Jaroslaw Meller and Ron Elber, "Linear Optimization and a double Statistical Filter for protein threading protocols", Proteins, Structure, Function and Genetics, 45,241-261(2001)

Dror Tobi and Ron Elber, "Distance dependent, pair potential for protein folding: Results from linear optimization", Proteins, Structure Function and Genetics, 41, 40-16 (2000).

SABLE references:

R. Adamczak, A. Porollo and J. Meller,Combining Prediction of Secondary Structures and Solvent Accessibility in Proteins, Proteins: Structure, Function and Bioinformatics, 59(3): 467-75 (2005)

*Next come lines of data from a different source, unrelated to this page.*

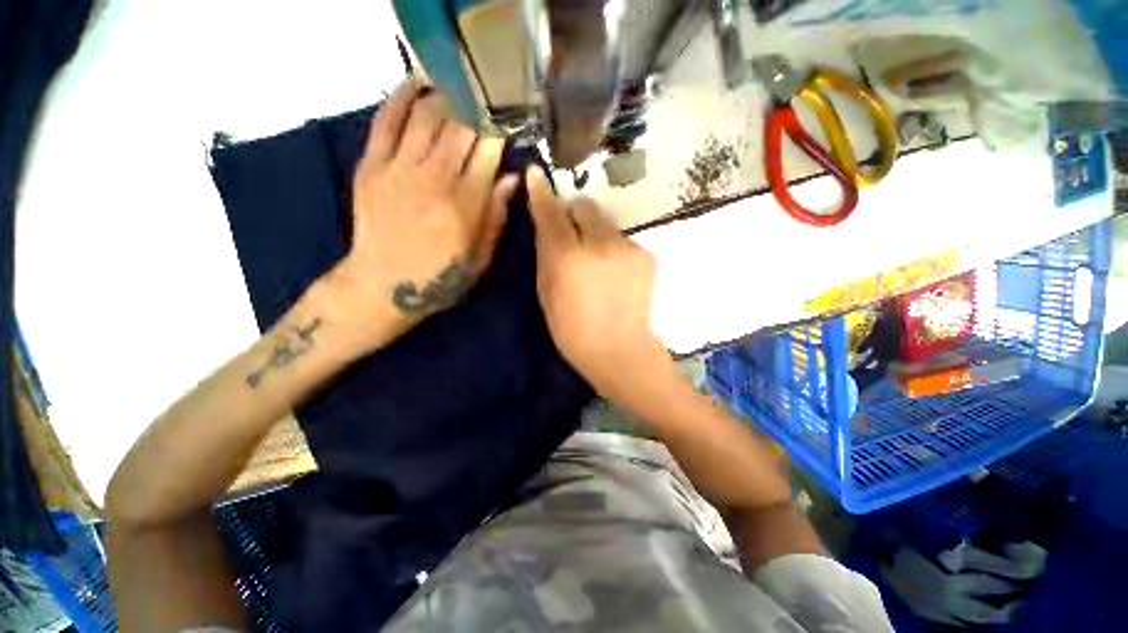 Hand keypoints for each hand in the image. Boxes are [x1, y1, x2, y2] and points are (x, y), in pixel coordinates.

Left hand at [324, 79, 518, 351]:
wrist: (381, 285)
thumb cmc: (439, 277)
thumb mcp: (480, 258)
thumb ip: (497, 217)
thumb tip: (513, 179)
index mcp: (464, 205)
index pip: (487, 152)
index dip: (499, 135)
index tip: (506, 128)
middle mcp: (434, 178)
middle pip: (460, 128)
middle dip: (477, 113)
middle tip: (486, 109)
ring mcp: (399, 168)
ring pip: (427, 116)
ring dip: (448, 99)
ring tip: (461, 93)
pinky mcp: (372, 165)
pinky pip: (386, 120)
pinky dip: (402, 96)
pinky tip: (419, 83)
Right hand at [526, 169, 673, 405]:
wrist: (619, 349)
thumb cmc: (572, 329)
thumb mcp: (546, 293)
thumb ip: (546, 253)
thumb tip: (546, 223)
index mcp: (568, 257)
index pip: (552, 212)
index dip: (542, 192)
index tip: (536, 174)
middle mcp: (599, 244)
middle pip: (585, 206)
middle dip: (574, 213)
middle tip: (572, 236)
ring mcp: (627, 247)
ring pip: (605, 222)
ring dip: (595, 232)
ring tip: (596, 261)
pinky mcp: (645, 254)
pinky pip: (622, 239)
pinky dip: (614, 248)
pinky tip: (614, 273) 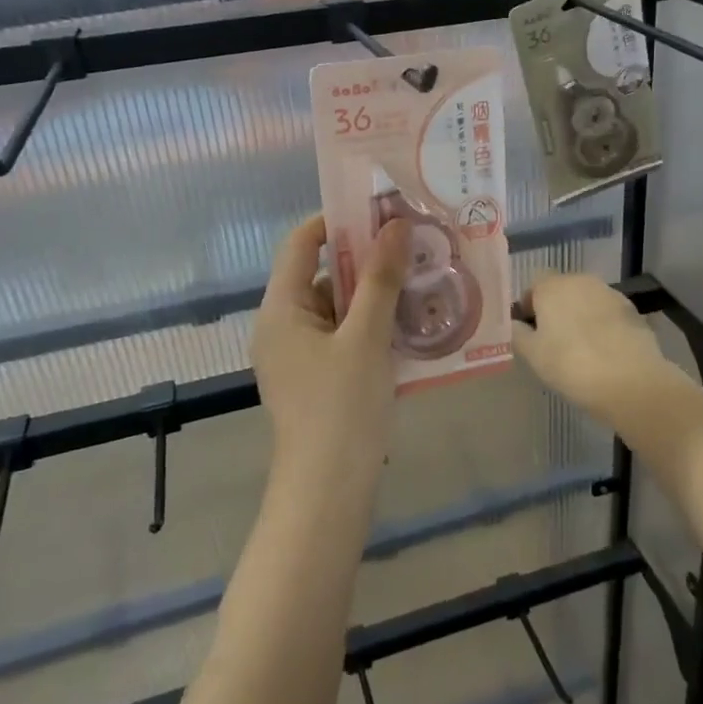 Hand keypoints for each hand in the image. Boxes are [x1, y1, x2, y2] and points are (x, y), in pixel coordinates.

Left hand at [251, 214, 411, 468]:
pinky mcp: (317, 377)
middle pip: (323, 274)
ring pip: (338, 307)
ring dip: (376, 294)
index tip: (383, 212)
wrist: (328, 491)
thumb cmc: (342, 407)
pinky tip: (410, 324)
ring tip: (421, 281)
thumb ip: (382, 279)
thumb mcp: (367, 337)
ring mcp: (298, 354)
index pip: (301, 243)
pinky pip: (344, 336)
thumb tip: (396, 224)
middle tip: (414, 246)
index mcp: (281, 308)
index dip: (338, 221)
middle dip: (368, 259)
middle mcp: (283, 325)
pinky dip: (372, 325)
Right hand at [512, 273, 685, 419]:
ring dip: (580, 316)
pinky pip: (608, 314)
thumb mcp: (533, 354)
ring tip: (580, 348)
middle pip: (562, 289)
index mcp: (553, 286)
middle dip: (556, 309)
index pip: (534, 285)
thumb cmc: (571, 364)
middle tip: (553, 341)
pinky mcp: (633, 311)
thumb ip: (517, 333)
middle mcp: (581, 280)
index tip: (530, 331)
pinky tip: (604, 352)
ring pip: (587, 300)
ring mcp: (610, 294)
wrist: (631, 381)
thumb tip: (514, 324)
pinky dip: (603, 326)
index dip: (529, 306)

R. Adamczak, A. Porollo, J. Meller, Accurate Prediction of Solvent Accessibility Using Neural Networks Based Regression, Proteins: Structure, Function and Bioinformatics, 56(4):753-67 (2004)

A. Porollo, R. Adamczak, M. Wagner and J. Meller, Maximum Feasibility Approach for Consensus Classifiers: Applications to Protein Structure Prediction, CIRAS 2003 (conference proceedings).